Ahead of the 2006 midterms, Congressional Democrats outlined a fairly broad and thorough agenda and vowed to advance them through the House within the first 100 working hours of their majority in the event that they won. When they did win, then-Speaker
Nancy Pelosi definitely let Bush be The Story for the next two years. But she also moved a bunch of items that lacked GOP support through the House to establish a Democratic agenda (including familiar items like the Employment Non-Discrimination Act, the Employee Free Choice Act, and two different State Children’s Health Insurance Plan expansions, both of which President Bush decided to veto). And moreover she managed to pass some actual laws, including two stimulus bills (can you imagine if Obama requested a stimulus bill now?) and marshaled overwhelming Democratic support (twice) for the bill that ultimately authorized TARP when then-minority leader John Boehner couldn’t muster half his conference to support the bailout President Bush demanded.
This year’s Republicans aren’t capable of anything like this. Winning in 2014 might not require them to be. But it might also leave them without much to tell the public if it watches Democrats actually doing things and begins to wonder what the GOP has to offer other than a single-minded hatred of Obamacare.
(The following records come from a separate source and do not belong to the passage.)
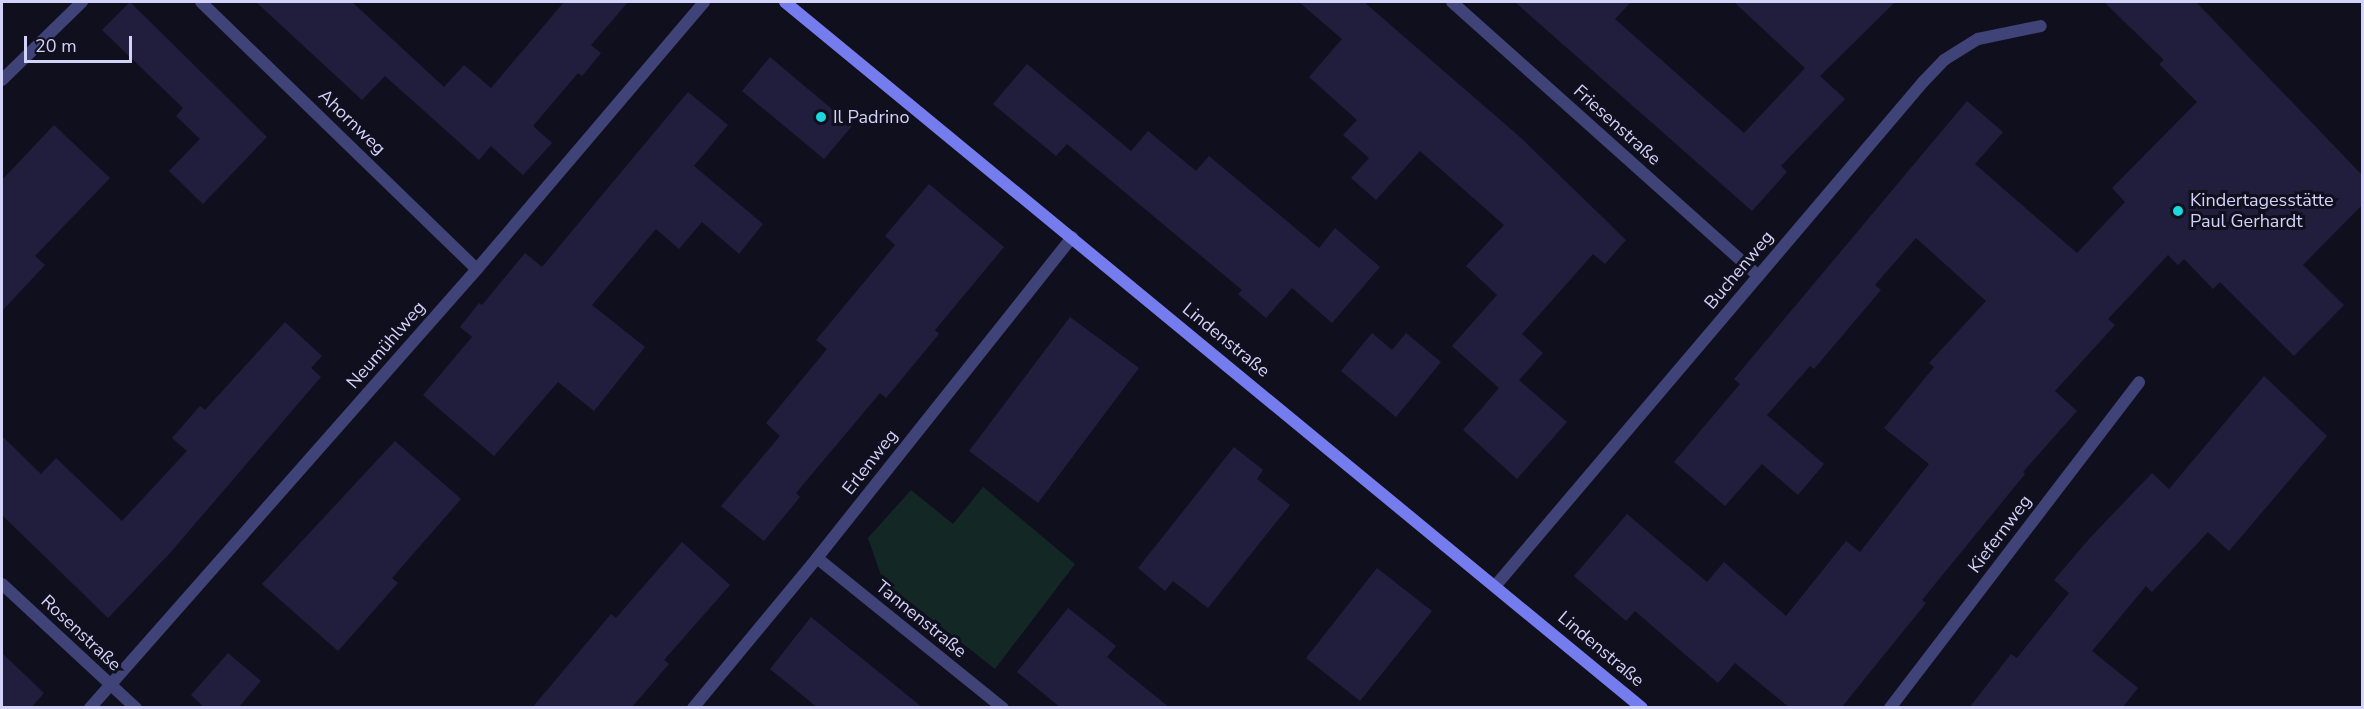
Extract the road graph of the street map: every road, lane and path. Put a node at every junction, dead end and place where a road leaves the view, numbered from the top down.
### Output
1 (82, 2) edge
2 (201, 2) edge
3 (704, 2) edge
4 (785, 2) edge
5 (1452, 2) edge
6 (2041, 26) dead end
7 (2, 81) edge
8 (1072, 237) junction
9 (477, 269) junction
10 (1758, 276) junction
11 (2139, 382) dead end
12 (817, 558) junction
13 (2, 584) edge
14 (1496, 585) junction
15 (110, 685) junction
16 (90, 708) edge
17 (136, 708) edge
18 (693, 708) edge
19 (1003, 708) edge
20 (1642, 708) edge
21 (1890, 708) edge

1 - 7 street
2 - 9 street, Ahornweg
3 - 9 street, Neumühlweg
4 - 8 main road, Lindenstraße
5 - 10 street, Friesenstraße
6 - 10 street, Buchenweg
8 - 12 street, Erlenweg
8 - 14 main road, Lindenstraße
9 - 15 street, Neumühlweg
10 - 14 street, Buchenweg
11 - 21 street, Kiefernweg
12 - 18 street, Erlenweg
12 - 19 street, Tannenstraße
13 - 15 street, Rosenstraße
14 - 20 main road, Lindenstraße
15 - 16 street, Neumühlweg
15 - 17 street, Rosenstraße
It’s hard not to feel extremely dispirited by the prospect of the next eight months. The country’s business is hostage to political gamesmanship and jockeying. Doing nothing about almost anything right now – for brazenly partisan purposes – is the GOP’s game-plan. It’s pure oppositionism – and we’ll likely see the entire pre-election period as one in which the Republicans do one thing only: sabotage and undermine and slander and oppose the ACA. So a law that has greatly expanded the number of insured Americans will be relentlessly described as a law that threatens the insurance of millions. This is not going to be a campaign for an alternative to the ACA – because the actual alternative looks a lot like what we’ve got, and a comparison of alternatives – an exploration of costs and benefits of various approaches – is not something the GOP wants.
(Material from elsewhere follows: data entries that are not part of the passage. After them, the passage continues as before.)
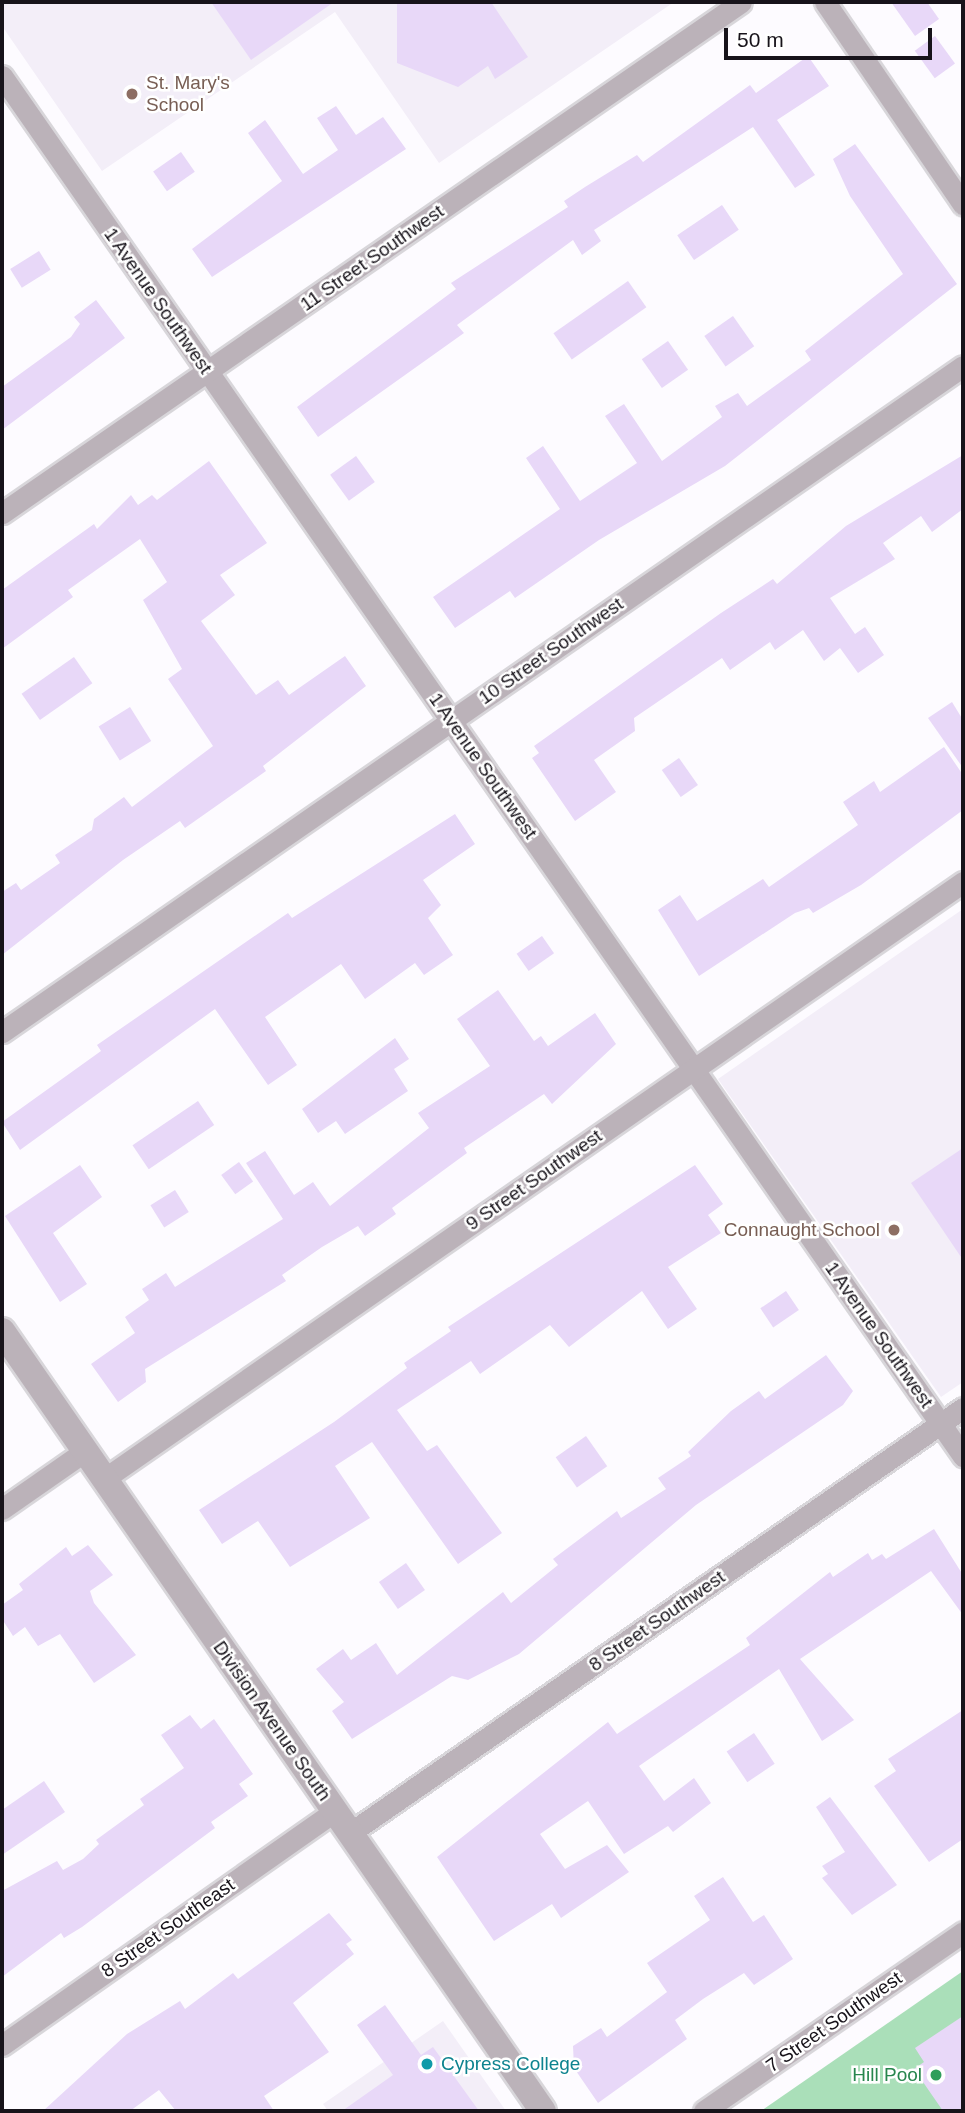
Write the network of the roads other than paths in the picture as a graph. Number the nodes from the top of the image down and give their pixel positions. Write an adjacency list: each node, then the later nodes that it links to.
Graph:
1 (741, 2): 6 (street, 11 Street Southwest)
2 (825, 2): 4 (street)
3 (2, 76): 6 (street, 1 Avenue Southwest)
4 (963, 204)
5 (963, 366): 8 (street, 10 Street Southwest)
6 (207, 371): 7 (street, 11 Street Southwest); 8 (street, 1 Avenue Southwest)
7 (2, 513)
8 (451, 721): 10 (street, 10 Street Southwest); 11 (street, 1 Avenue Southwest)
9 (963, 882): 11 (street, 9 Street Southwest)
10 (2, 1032)
11 (694, 1070): 14 (street, 1 Avenue Southwest); 17 (street, 9 Street Southwest)
12 (2, 1331): 15 (street, Division Avenue South)
13 (963, 1408): 14 (street, 8 Street Southwest)
14 (941, 1424): 16 (street, 1 Avenue Southwest); 20 (street, 8 Street Southwest)
15 (85, 1451): 17 (street, Division Avenue South); 18 (street)
16 (963, 1457)
17 (104, 1479): 19 (street, Division Avenue South)
18 (2, 1509)
19 (335, 1811): 20 (street, Division Avenue South); 22 (street, 8 Street Southeast)
20 (350, 1833): 23 (street, Division Avenue South)
21 (963, 1932): 24 (street, 7 Street Southwest)
22 (2, 2045)
23 (543, 2111)
24 (704, 2111)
The same with immigration reform. The kabuki theater of the past month has been a contest in cynicism, crafted entirely around the desire to bury this issue until after the mid-terms. The purported reason for not acting is a preposterous and self-evident falsehood – that Obama cannot be trusted to enforce the border. As Fareed recently noted,
the Obama administration has enforced immigration laws ferociously. It deported more than 400,000 people in 2012, 2½ times the number in 2002. In 2002, for every two people removed from the country, 13 became legal residents. In 2012, for every two removed, just five became residents. For these reasons, as well as the recession, the number of illegal immigrants has not increased in several years. (On the more general point, Dan Amira of New York magazine has compiled data that show that Obama has issued fewer executive orders than any president in 100 years.)
So these are transparent dodges of pressing national issues almost entirely for internal party politics and the mid-terms.
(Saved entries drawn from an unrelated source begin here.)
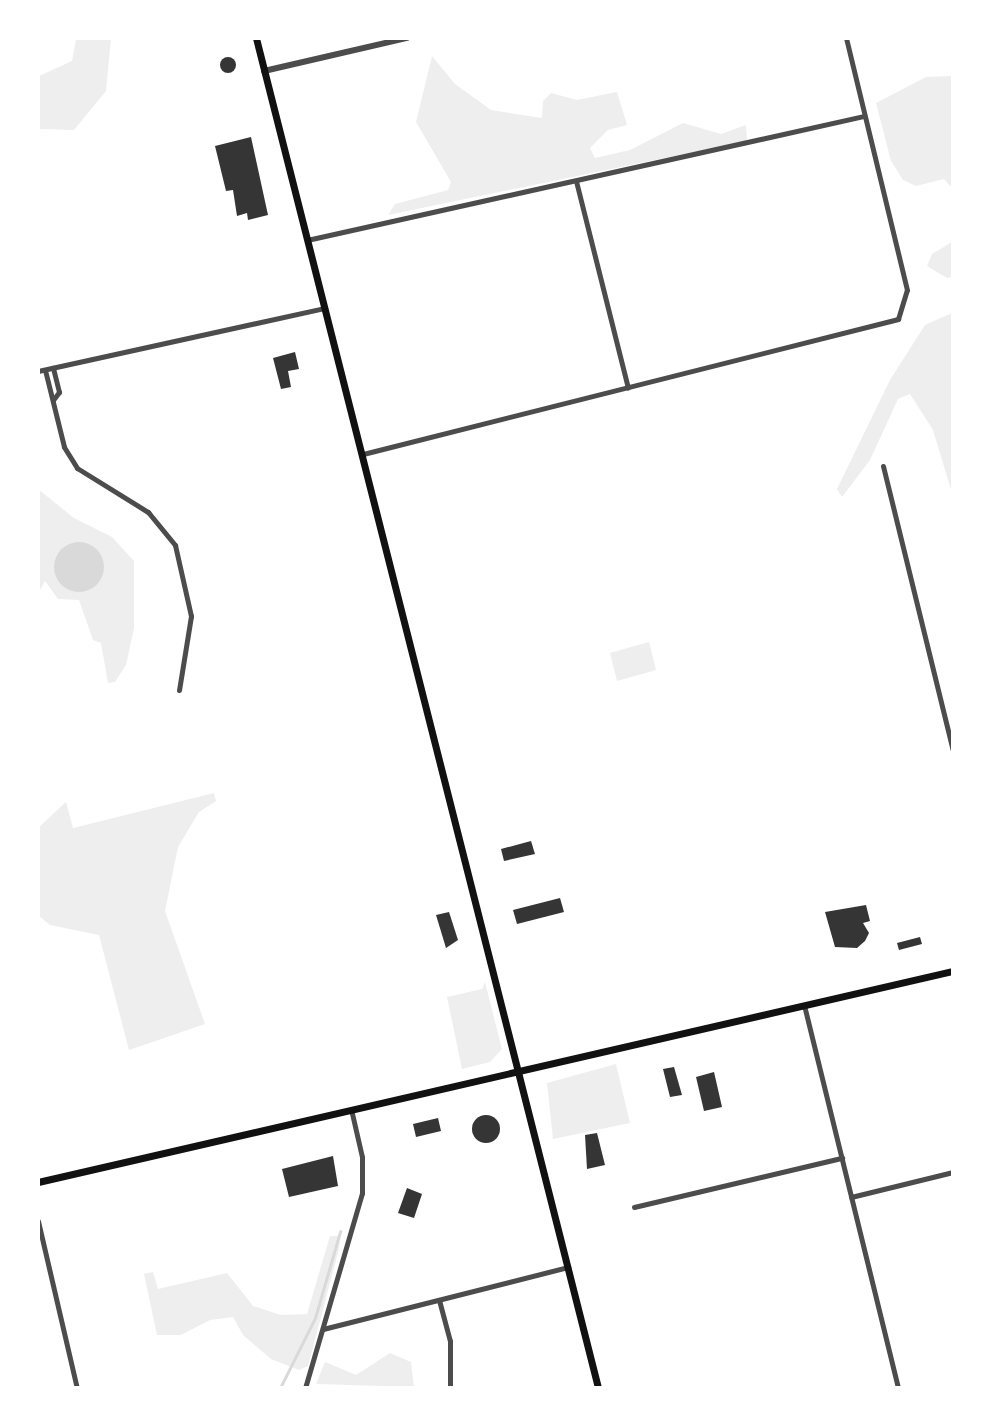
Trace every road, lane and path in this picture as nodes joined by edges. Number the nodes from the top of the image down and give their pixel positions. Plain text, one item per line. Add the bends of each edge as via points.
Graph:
1 (256, 38) edge
2 (407, 38) edge
3 (846, 38) edge
4 (264, 71) junction
5 (864, 117) junction
6 (576, 181) junction
7 (307, 240) junction
8 (325, 308) junction
9 (53, 368) junction
10 (42, 371) edge
11 (628, 388) junction
12 (53, 400) junction
13 (363, 454) junction
14 (883, 466) dead end
15 (179, 690) dead end
16 (953, 750) edge
17 (953, 971) edge
18 (804, 1004) junction
19 (518, 1070) junction
20 (351, 1109) junction
21 (842, 1158) junction
22 (953, 1171) edge
23 (38, 1182) edge
24 (851, 1197) junction
25 (634, 1207) dead end
26 (38, 1221) edge
27 (568, 1267) junction
28 (439, 1300) junction
29 (323, 1329) junction
30 (77, 1388) edge
31 (305, 1388) edge
32 (450, 1388) edge
33 (598, 1388) edge
34 (898, 1388) edge

1 - 4 main road
2 - 4 street
3 - 5 street
4 - 7 main road
5 - 6 street
5 - 11 street via 907,290 901,316 884,326
6 - 7 street
6 - 11 street
7 - 8 main road
8 - 9 street
8 - 13 main road
9 - 10 street
9 - 12 street via 59,392
10 - 12 street
11 - 13 street
12 - 15 street via 64,447 77,468 148,512 175,545 191,616
13 - 19 main road
14 - 16 street
17 - 18 main road
18 - 19 main road
18 - 21 street
19 - 20 main road
19 - 27 main road
20 - 23 main road
20 - 29 street via 363,1186
21 - 24 street
21 - 25 street
22 - 24 street
24 - 34 street
26 - 30 street
27 - 28 street
27 - 33 main road
28 - 29 street
28 - 32 street via 450,1341
29 - 31 street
No, I’m not shocked. But I’m also not so cynical as to ignore the nihilism at the heart of today’s GOP. They are the reason we have gridlock; they are the reason we cannot reach some obvious fiscal compromise that could raise some taxes and trim some entitlements; they are the reason we cannot even have a debate about how to tackle climate change; they are the reason we cannot enact even minor gun control measures backed by huge majorities; they are the reason we cannot offer some relief to countless undocumented immigrants while reforming immigration to allow for more skilled workers. I won’t even begin on foreign policy, where, again, they are all opposition and no coherent policy (or divided by Rand Paul non-interventionism and Cheney-style neoconservatism).
Obama is getting the blame for all this; which, of course, is the strategy. But he doesn’t deserve it; which, of course, is the truth.